The candidate, dubbed AZD0186, had been undergoing a phase 1 study in Type 2 diabetes. The Big Pharma had high hopes for the oral therapy, which it had believed could “provide greater efficacy and tolerability than other assets currently in development or available,” a company spokesperson told Fierce Biotech this morning.

While the drug had remained in AstraZeneca's pipeline for its first-quarter earnings report in April, “new data has emerged that show AZD0186 does not meet that ambition and the development programme has been terminated,” the spokesperson told Fierce.
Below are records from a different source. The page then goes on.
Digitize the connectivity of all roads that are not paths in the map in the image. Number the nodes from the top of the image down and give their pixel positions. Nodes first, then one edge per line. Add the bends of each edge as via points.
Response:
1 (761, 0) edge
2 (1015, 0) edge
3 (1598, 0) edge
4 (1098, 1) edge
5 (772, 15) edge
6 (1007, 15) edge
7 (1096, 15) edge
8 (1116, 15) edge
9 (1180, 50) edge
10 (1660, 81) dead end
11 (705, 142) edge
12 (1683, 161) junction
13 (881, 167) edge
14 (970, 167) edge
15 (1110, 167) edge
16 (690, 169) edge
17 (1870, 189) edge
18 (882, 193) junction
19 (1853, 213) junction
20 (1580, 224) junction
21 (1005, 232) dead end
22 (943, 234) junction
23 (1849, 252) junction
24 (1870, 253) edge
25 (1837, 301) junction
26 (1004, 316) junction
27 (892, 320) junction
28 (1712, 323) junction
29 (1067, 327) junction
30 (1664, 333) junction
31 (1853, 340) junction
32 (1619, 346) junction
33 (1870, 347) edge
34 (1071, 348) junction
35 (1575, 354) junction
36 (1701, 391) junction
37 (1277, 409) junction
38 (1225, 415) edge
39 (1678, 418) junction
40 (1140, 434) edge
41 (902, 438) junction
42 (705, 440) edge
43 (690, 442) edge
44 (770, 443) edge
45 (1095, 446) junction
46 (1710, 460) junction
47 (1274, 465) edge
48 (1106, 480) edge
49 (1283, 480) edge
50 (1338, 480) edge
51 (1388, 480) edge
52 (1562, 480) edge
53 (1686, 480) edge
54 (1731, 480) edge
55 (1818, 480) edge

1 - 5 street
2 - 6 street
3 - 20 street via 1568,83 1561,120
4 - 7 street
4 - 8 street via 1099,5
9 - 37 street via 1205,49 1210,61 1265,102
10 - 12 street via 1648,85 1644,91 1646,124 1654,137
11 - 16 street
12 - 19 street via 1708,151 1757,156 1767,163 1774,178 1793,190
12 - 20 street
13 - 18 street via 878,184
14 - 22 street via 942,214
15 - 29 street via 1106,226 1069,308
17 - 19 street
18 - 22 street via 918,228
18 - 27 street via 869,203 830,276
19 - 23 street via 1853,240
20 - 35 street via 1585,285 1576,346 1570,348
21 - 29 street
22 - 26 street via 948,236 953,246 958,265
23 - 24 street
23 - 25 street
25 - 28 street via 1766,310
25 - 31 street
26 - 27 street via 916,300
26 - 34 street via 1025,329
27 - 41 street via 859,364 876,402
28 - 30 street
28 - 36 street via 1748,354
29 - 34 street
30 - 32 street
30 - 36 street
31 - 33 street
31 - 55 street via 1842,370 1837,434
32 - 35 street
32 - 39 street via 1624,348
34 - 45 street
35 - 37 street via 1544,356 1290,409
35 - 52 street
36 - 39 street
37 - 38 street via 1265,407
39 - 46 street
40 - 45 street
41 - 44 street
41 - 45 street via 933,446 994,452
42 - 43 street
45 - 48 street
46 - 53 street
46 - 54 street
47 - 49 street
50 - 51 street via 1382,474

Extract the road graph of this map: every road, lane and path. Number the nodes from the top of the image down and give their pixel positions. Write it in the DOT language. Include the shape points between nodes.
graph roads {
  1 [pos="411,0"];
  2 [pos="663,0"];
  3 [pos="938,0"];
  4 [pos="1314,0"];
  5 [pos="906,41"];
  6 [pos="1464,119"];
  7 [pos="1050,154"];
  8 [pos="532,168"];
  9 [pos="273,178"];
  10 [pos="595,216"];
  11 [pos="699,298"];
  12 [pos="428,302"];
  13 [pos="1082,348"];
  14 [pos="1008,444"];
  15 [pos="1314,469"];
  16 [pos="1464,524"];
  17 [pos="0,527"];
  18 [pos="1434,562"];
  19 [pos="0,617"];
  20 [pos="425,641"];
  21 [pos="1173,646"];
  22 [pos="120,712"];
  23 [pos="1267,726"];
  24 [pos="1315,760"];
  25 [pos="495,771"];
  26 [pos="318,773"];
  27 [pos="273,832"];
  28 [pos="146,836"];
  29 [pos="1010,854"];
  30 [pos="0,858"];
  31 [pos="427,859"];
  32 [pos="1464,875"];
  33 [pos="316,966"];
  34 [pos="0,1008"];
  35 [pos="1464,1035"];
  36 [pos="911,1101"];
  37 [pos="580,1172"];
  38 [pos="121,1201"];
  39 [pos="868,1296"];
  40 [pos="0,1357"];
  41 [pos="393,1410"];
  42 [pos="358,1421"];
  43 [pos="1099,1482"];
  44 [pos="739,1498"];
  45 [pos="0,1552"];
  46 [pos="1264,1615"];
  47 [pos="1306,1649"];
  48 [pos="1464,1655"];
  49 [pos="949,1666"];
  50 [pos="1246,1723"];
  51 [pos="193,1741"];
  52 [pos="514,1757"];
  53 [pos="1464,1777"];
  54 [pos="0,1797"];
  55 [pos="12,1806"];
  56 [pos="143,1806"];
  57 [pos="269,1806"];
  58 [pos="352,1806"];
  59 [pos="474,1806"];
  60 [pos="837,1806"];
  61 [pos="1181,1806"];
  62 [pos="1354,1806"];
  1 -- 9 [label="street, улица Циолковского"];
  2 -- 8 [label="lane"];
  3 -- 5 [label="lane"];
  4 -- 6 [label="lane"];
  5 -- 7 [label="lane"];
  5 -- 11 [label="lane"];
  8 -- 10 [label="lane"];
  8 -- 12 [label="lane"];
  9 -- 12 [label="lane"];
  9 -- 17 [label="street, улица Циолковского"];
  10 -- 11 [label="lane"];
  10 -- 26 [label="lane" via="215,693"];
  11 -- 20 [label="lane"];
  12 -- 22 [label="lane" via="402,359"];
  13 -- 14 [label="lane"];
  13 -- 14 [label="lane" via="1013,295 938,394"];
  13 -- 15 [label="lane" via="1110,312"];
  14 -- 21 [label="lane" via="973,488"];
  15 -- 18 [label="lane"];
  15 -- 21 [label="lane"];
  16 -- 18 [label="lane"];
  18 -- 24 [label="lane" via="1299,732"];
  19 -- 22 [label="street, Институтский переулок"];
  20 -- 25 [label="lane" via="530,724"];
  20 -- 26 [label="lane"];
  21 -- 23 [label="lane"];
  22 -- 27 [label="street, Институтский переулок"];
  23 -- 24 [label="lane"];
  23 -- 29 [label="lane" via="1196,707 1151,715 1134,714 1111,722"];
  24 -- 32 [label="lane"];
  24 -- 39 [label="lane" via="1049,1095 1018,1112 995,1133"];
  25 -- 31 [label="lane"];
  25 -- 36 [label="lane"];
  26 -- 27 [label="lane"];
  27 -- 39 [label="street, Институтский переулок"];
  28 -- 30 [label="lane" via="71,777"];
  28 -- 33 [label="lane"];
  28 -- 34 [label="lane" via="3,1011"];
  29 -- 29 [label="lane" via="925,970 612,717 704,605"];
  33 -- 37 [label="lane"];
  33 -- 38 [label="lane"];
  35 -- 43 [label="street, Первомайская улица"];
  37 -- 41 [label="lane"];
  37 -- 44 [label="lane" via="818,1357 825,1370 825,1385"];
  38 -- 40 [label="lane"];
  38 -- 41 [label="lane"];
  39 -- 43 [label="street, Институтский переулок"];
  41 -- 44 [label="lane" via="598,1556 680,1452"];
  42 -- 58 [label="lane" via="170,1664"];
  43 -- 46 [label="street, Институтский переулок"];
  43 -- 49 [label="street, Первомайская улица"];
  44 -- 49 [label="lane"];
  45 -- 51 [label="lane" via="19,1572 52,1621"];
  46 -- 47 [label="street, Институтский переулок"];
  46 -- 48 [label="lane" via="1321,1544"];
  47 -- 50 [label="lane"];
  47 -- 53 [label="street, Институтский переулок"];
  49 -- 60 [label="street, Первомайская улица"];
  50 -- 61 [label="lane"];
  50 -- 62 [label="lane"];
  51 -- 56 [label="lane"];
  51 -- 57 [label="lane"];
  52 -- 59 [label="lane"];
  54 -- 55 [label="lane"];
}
That same April earnings announcement saw AstraZeneca’s other clinical-stage GLP-1 agonist, called cotadutide, removed from the company’s pipeline. The pharma took the candidate into a phase 2/3 nonalcoholic fatty liver disease trial last year but later stopped enrollment after recruiting 45 patients, well short of the targeted 1,860.

Having dropped the daily cotadutide, AstraZeneca said at the time that it would focus on its weekly GLP-1/glucagon candidate AZD9550, which remains in preclinical development.

It leaves AstraZeneca well behind in the GLP-1 race just as other Big Pharmas look to get in on the action. Last week, Merck & Co. teased phase 2 data that suggested that its candidate efinopegdutide could beat Novo Nordisk’s Ozempic in nonalcoholic steatohepatitis. 

While AstraZeneca's GLP-1 ambitions appear to be far from the clinic for the time being, the company told Fierce that it has “other assets that are currently under investigation that we believe will meet” the same goal of taking on the established GLP-1 players. One notable example would be AstraZeneca’s $85 million deal with Quell Therapeutics earlier this month to collaborate on engineered regulatory T-cell therapies candidates, including a “one and done” cure for Type 1 diabetes.

AstraZeneca’s spokesperson also pointed to AZD6234, a long-acting amylin in a phase 1 trial for obesity that’s due to complete in October.